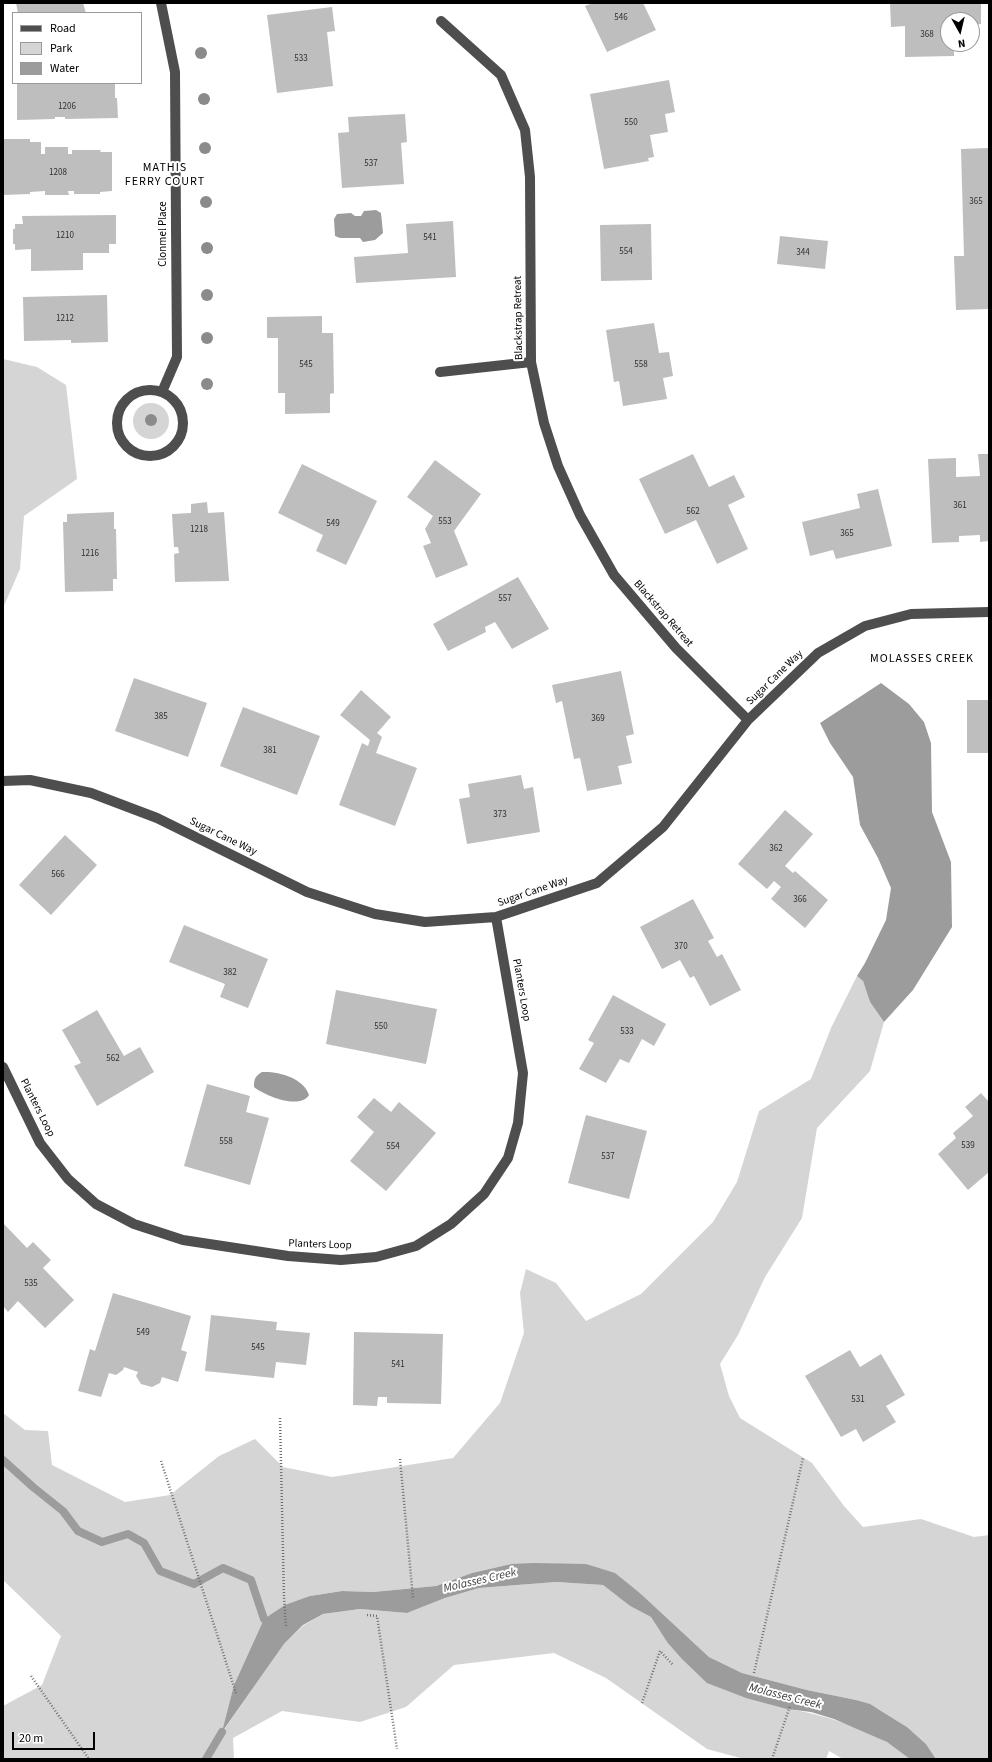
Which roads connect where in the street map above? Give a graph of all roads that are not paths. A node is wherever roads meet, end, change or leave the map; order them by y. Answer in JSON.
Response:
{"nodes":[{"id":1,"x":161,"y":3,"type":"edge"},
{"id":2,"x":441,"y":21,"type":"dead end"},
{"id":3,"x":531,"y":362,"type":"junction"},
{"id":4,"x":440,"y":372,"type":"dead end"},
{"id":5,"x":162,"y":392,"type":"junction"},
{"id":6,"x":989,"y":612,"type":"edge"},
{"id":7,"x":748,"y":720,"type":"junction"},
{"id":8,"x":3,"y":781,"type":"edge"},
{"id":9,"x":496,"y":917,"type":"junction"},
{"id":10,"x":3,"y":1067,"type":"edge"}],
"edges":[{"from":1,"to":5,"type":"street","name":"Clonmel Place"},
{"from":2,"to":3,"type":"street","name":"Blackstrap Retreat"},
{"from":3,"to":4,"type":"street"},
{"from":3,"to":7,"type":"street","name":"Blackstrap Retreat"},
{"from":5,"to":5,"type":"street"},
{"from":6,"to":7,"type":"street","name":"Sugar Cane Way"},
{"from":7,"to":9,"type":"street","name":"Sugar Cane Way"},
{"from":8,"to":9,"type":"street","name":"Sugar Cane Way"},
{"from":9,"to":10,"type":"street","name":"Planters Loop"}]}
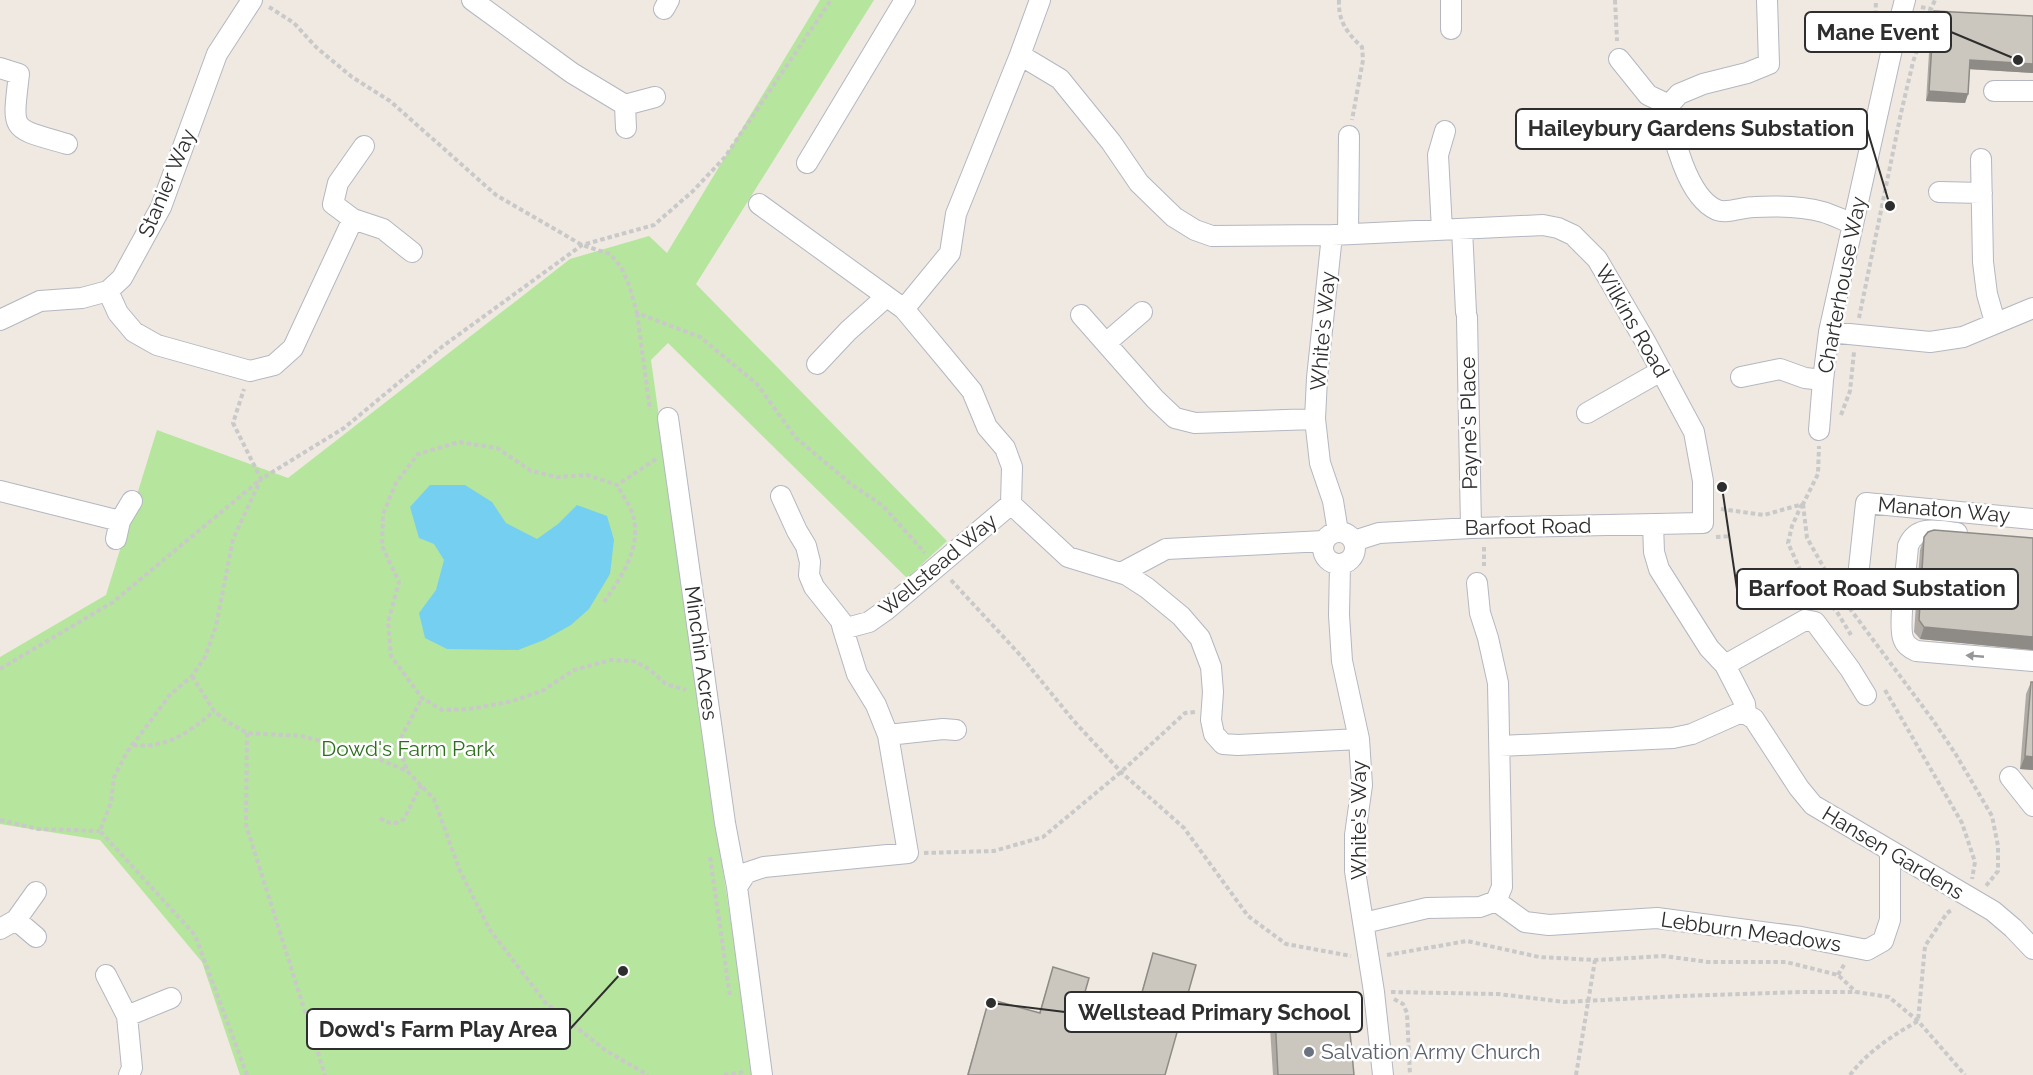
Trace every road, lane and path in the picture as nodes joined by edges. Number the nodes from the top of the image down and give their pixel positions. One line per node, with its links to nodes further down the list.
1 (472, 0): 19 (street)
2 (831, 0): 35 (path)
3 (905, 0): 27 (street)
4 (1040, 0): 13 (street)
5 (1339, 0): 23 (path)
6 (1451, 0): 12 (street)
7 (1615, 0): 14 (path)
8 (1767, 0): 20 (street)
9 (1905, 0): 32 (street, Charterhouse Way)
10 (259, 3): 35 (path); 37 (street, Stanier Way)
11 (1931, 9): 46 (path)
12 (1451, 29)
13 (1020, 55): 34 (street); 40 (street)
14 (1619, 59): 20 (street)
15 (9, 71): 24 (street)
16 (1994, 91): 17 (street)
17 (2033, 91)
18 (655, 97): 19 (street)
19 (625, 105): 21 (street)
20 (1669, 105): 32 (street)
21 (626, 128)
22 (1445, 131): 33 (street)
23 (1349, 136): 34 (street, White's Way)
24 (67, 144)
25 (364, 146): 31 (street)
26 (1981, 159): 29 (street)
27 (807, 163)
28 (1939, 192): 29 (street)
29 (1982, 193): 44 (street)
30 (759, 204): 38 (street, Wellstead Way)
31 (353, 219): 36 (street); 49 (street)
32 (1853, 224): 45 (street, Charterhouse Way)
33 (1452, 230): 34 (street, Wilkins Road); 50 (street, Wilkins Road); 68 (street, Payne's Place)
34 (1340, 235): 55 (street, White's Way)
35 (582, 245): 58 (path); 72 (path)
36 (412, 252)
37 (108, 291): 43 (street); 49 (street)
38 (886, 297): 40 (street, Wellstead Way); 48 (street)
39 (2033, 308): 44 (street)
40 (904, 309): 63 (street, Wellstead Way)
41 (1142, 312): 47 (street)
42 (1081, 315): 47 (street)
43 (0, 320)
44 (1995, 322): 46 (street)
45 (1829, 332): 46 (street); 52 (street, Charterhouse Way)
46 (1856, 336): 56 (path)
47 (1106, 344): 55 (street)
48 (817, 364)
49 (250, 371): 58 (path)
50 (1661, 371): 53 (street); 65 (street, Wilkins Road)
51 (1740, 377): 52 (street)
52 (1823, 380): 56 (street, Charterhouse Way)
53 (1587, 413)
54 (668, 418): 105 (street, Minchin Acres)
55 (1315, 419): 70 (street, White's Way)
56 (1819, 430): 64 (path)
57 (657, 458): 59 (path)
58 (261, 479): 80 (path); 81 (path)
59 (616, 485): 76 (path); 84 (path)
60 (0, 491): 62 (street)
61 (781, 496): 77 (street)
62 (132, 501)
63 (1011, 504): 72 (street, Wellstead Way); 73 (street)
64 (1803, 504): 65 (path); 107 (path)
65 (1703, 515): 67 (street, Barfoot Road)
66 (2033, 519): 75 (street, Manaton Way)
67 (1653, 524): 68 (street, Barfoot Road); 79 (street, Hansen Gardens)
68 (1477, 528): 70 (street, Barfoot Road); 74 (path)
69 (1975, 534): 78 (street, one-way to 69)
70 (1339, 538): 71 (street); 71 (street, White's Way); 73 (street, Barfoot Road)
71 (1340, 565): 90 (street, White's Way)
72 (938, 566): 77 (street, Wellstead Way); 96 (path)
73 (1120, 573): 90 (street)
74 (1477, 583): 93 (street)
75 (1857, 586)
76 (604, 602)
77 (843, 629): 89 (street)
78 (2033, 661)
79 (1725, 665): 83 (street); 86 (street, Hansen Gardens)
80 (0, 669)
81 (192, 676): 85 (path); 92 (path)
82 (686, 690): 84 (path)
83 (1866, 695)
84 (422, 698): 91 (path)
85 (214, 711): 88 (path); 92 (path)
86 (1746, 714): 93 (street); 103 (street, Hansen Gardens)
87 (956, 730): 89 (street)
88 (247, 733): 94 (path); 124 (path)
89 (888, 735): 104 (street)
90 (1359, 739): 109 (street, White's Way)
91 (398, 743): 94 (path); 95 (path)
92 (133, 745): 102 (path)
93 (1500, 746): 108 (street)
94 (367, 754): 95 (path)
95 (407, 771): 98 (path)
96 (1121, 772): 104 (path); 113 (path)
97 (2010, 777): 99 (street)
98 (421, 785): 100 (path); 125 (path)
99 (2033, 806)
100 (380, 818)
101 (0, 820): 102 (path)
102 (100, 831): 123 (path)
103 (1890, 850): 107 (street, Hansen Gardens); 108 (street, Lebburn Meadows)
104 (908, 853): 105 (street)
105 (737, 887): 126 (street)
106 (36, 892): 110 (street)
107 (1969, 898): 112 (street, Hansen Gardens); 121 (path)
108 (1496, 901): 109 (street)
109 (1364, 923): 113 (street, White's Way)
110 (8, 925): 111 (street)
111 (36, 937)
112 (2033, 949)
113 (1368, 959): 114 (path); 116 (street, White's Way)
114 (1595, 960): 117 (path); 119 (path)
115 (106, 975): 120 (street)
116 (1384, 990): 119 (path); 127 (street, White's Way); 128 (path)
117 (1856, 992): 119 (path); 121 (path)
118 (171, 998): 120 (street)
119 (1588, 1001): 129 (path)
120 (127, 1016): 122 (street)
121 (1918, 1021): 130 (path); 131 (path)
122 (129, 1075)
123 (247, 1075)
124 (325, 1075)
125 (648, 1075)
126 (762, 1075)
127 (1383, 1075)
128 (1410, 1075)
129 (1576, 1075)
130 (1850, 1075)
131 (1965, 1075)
= = = = =
→ **WHAT TO DO**: A faithful copy of each entry is required, and no picture may be carried into it.

→ **EXPECTED OUTPUT**:
Which roads connect where in the street map above? Give a graph of all roads that are not paths. A node is wherever roads meet, end, change or leave the map; order them by y. Answer in JSON.
Response:
{"nodes":[{"id":1,"x":161,"y":3,"type":"edge"},
{"id":2,"x":441,"y":21,"type":"dead end"},
{"id":3,"x":531,"y":362,"type":"junction"},
{"id":4,"x":440,"y":372,"type":"dead end"},
{"id":5,"x":162,"y":392,"type":"junction"},
{"id":6,"x":989,"y":612,"type":"edge"},
{"id":7,"x":748,"y":720,"type":"junction"},
{"id":8,"x":3,"y":781,"type":"edge"},
{"id":9,"x":496,"y":917,"type":"junction"},
{"id":10,"x":3,"y":1067,"type":"edge"}],
"edges":[{"from":1,"to":5,"type":"street","name":"Clonmel Place"},
{"from":2,"to":3,"type":"street","name":"Blackstrap Retreat"},
{"from":3,"to":4,"type":"street"},
{"from":3,"to":7,"type":"street","name":"Blackstrap Retreat"},
{"from":5,"to":5,"type":"street"},
{"from":6,"to":7,"type":"street","name":"Sugar Cane Way"},
{"from":7,"to":9,"type":"street","name":"Sugar Cane Way"},
{"from":8,"to":9,"type":"street","name":"Sugar Cane Way"},
{"from":9,"to":10,"type":"street","name":"Planters Loop"}]}
Trace every road, lane and path in the picture as nodes joined by edges. Number the nodes from the top of the image down and give their pixel positions. One line per node, with its links to nodes further down the list.
1 (472, 0): 19 (street)
2 (831, 0): 35 (path)
3 (905, 0): 27 (street)
4 (1040, 0): 13 (street)
5 (1339, 0): 23 (path)
6 (1451, 0): 12 (street)
7 (1615, 0): 14 (path)
8 (1767, 0): 20 (street)
9 (1905, 0): 32 (street, Charterhouse Way)
10 (259, 3): 35 (path); 37 (street, Stanier Way)
11 (1931, 9): 46 (path)
12 (1451, 29)
13 (1020, 55): 34 (street); 40 (street)
14 (1619, 59): 20 (street)
15 (9, 71): 24 (street)
16 (1994, 91): 17 (street)
17 (2033, 91)
18 (655, 97): 19 (street)
19 (625, 105): 21 (street)
20 (1669, 105): 32 (street)
21 (626, 128)
22 (1445, 131): 33 (street)
23 (1349, 136): 34 (street, White's Way)
24 (67, 144)
25 (364, 146): 31 (street)
26 (1981, 159): 29 (street)
27 (807, 163)
28 (1939, 192): 29 (street)
29 (1982, 193): 44 (street)
30 (759, 204): 38 (street, Wellstead Way)
31 (353, 219): 36 (street); 49 (street)
32 (1853, 224): 45 (street, Charterhouse Way)
33 (1452, 230): 34 (street, Wilkins Road); 50 (street, Wilkins Road); 68 (street, Payne's Place)
34 (1340, 235): 55 (street, White's Way)
35 (582, 245): 58 (path); 72 (path)
36 (412, 252)
37 (108, 291): 43 (street); 49 (street)
38 (886, 297): 40 (street, Wellstead Way); 48 (street)
39 (2033, 308): 44 (street)
40 (904, 309): 63 (street, Wellstead Way)
41 (1142, 312): 47 (street)
42 (1081, 315): 47 (street)
43 (0, 320)
44 (1995, 322): 46 (street)
45 (1829, 332): 46 (street); 52 (street, Charterhouse Way)
46 (1856, 336): 56 (path)
47 (1106, 344): 55 (street)
48 (817, 364)
49 (250, 371): 58 (path)
50 (1661, 371): 53 (street); 65 (street, Wilkins Road)
51 (1740, 377): 52 (street)
52 (1823, 380): 56 (street, Charterhouse Way)
53 (1587, 413)
54 (668, 418): 105 (street, Minchin Acres)
55 (1315, 419): 70 (street, White's Way)
56 (1819, 430): 64 (path)
57 (657, 458): 59 (path)
58 (261, 479): 80 (path); 81 (path)
59 (616, 485): 76 (path); 84 (path)
60 (0, 491): 62 (street)
61 (781, 496): 77 (street)
62 (132, 501)
63 (1011, 504): 72 (street, Wellstead Way); 73 (street)
64 (1803, 504): 65 (path); 107 (path)
65 (1703, 515): 67 (street, Barfoot Road)
66 (2033, 519): 75 (street, Manaton Way)
67 (1653, 524): 68 (street, Barfoot Road); 79 (street, Hansen Gardens)
68 (1477, 528): 70 (street, Barfoot Road); 74 (path)
69 (1975, 534): 78 (street, one-way to 69)
70 (1339, 538): 71 (street); 71 (street, White's Way); 73 (street, Barfoot Road)
71 (1340, 565): 90 (street, White's Way)
72 (938, 566): 77 (street, Wellstead Way); 96 (path)
73 (1120, 573): 90 (street)
74 (1477, 583): 93 (street)
75 (1857, 586)
76 (604, 602)
77 (843, 629): 89 (street)
78 (2033, 661)
79 (1725, 665): 83 (street); 86 (street, Hansen Gardens)
80 (0, 669)
81 (192, 676): 85 (path); 92 (path)
82 (686, 690): 84 (path)
83 (1866, 695)
84 (422, 698): 91 (path)
85 (214, 711): 88 (path); 92 (path)
86 (1746, 714): 93 (street); 103 (street, Hansen Gardens)
87 (956, 730): 89 (street)
88 (247, 733): 94 (path); 124 (path)
89 (888, 735): 104 (street)
90 (1359, 739): 109 (street, White's Way)
91 (398, 743): 94 (path); 95 (path)
92 (133, 745): 102 (path)
93 (1500, 746): 108 (street)
94 (367, 754): 95 (path)
95 (407, 771): 98 (path)
96 (1121, 772): 104 (path); 113 (path)
97 (2010, 777): 99 (street)
98 (421, 785): 100 (path); 125 (path)
99 (2033, 806)
100 (380, 818)
101 (0, 820): 102 (path)
102 (100, 831): 123 (path)
103 (1890, 850): 107 (street, Hansen Gardens); 108 (street, Lebburn Meadows)
104 (908, 853): 105 (street)
105 (737, 887): 126 (street)
106 (36, 892): 110 (street)
107 (1969, 898): 112 (street, Hansen Gardens); 121 (path)
108 (1496, 901): 109 (street)
109 (1364, 923): 113 (street, White's Way)
110 (8, 925): 111 (street)
111 (36, 937)
112 (2033, 949)
113 (1368, 959): 114 (path); 116 (street, White's Way)
114 (1595, 960): 117 (path); 119 (path)
115 (106, 975): 120 (street)
116 (1384, 990): 119 (path); 127 (street, White's Way); 128 (path)
117 (1856, 992): 119 (path); 121 (path)
118 (171, 998): 120 (street)
119 (1588, 1001): 129 (path)
120 (127, 1016): 122 (street)
121 (1918, 1021): 130 (path); 131 (path)
122 (129, 1075)
123 (247, 1075)
124 (325, 1075)
125 (648, 1075)
126 (762, 1075)
127 (1383, 1075)
128 (1410, 1075)
129 (1576, 1075)
130 (1850, 1075)
131 (1965, 1075)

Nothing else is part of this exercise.